I believe that one of the keys of doing anything well is developing our ability to both to sense what we are doing our ability to respond to what we sense. The idea that ties these two opposites together is knowing what we are trying to do. By knowing what we are trying to do we can give ourselves the room to do just that or look for the way to create that room. Rather than forcing what we are trying to do we can listen and look for the easy way to get what we are doing done. Doing a yoga pose the thing that we can learn to sense our control is our body. The thing that we can be trying to do is a yoga pose. If we talk to our body while we are doing yoga, telling it what we are trying to do and then listen the response we can find the way to do the pose to the best of our bodies ability.

Doing a low lunge, perhaps with the hands on the floor, our intent might be to let the pelvis sink down so as to stretch the front of one leg and open the back of the hip of the other. Being relaxed enough to be able to feel the weight of our pelvis we can allow it to sink down. We can at the same time notice if we are holding tension that inhibits our ability to let our pelvis sink down. We can let that tension go by a slight (or major) repositioning of our body that allows the muscles that are tense to “let go”. Or we can simply become conscious of the fact that we are holding tension and let it go. Or we can try squeezing and then relaxing the tense muscle, perhaps in time with our breath. With a clear idea of what we are trying to do we can guide the way we direct our senses and also how we respond to what we sense. We can let tension go. We can also use it.
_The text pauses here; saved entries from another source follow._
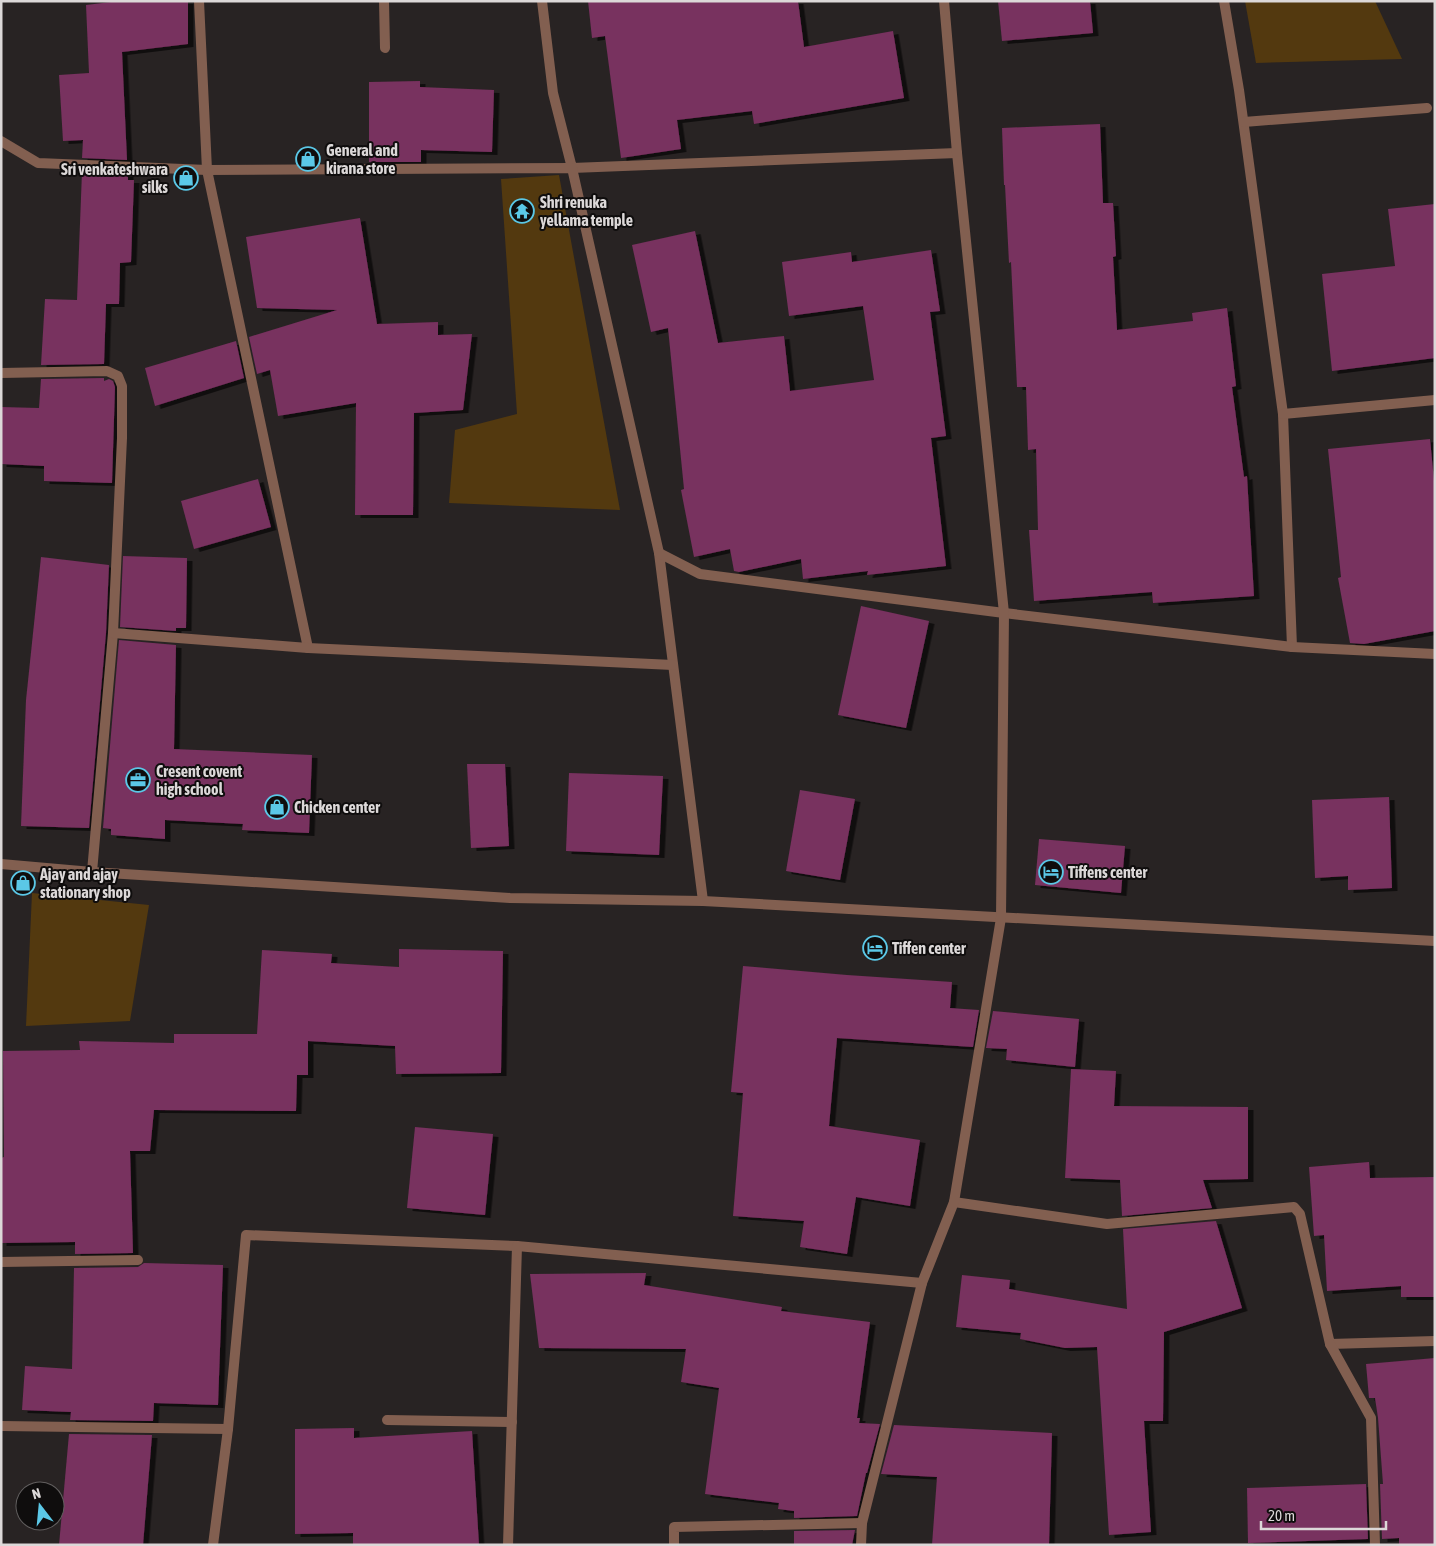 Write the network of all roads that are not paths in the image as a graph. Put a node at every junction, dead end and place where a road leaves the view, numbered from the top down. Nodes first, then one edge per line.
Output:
1 (200, 1) edge
2 (384, 1) edge
3 (542, 1) edge
4 (944, 1) edge
5 (1224, 1) edge
6 (385, 48) dead end
7 (1427, 108) dead end
8 (1244, 122) junction
9 (1, 141) edge
10 (957, 154) junction
11 (572, 168) junction
12 (207, 170) junction
13 (1, 373) edge
14 (1435, 400) edge
15 (1283, 414) junction
16 (659, 553) junction
17 (1004, 613) junction
18 (114, 634) junction
19 (1292, 647) junction
20 (308, 648) junction
21 (1435, 654) edge
22 (673, 665) junction
23 (1, 864) edge
24 (92, 872) junction
25 (703, 901) junction
26 (1001, 918) junction
27 (1435, 941) edge
28 (954, 1202) junction
29 (517, 1246) junction
30 (138, 1260) dead end
31 (1, 1262) edge
32 (922, 1283) junction
33 (1435, 1341) edge
34 (1330, 1344) junction
35 (387, 1420) dead end
36 (512, 1422) junction
37 (1, 1426) edge
38 (228, 1429) junction
39 (862, 1522) junction
40 (213, 1545) edge
41 (508, 1545) edge
42 (674, 1545) edge
43 (861, 1545) edge
44 (1375, 1545) edge

1 - 12 street
2 - 6 street
3 - 11 street
4 - 10 street
5 - 8 street
7 - 8 street
8 - 15 street
9 - 12 street
10 - 11 street
10 - 17 street
11 - 12 street
11 - 16 street
12 - 20 street
13 - 18 street
14 - 15 street
15 - 19 street
16 - 17 street
16 - 22 street
17 - 19 street
17 - 26 street
18 - 20 street
18 - 24 street
19 - 21 street
20 - 22 street
22 - 25 street
23 - 24 street
24 - 25 street
25 - 26 street
26 - 27 street
26 - 28 street
28 - 32 street
28 - 34 street
29 - 32 street
29 - 36 street
29 - 38 street
30 - 31 street
32 - 39 street
33 - 34 street
34 - 44 street
35 - 36 street
36 - 41 street
37 - 38 street
38 - 40 street
39 - 42 street
39 - 43 street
Being able to feel our body and control it and understand it we can also use muscular tension to help us get deeper into a pose. Again using the lunge as an example, say we still want to sink our pelvis down. Adding a little more intent to the pose we might imagine the back leg lifting, trying to use the muscles at the back of the back leg to lift that leg. Not a “contract everything” contraction, but a controlled contraction, just enough to cause the knee to straighten and to make the back leg feel as if it is lifting. But instead of lifting the leg, by activating these muscles, we add weight to our pose. We use the weight of the back leg connected (via muscle contraction) to that of the pelvis to help our pelvis to sink lower. We can hold the contraction and then release it or we can pulse it with the breath.  We can also play with the amount of contraction while noticing the effects of what we are doing.
Developing our ability both to sense and control our body while leading it with a clear intent we are not only unifying yin and yang, we are also unifying our mind and our body. Instead of them being two separate entities, we help them work together. The mind can sense what the body can do while the body is able to easily respond to what the mind requests.
By using our senses we can then direct the energy we send outwards in such a way that we do what we are trying to do.
We get to the point where there is no lag between the mind sensing and choosing and the body responding. They instead act as one.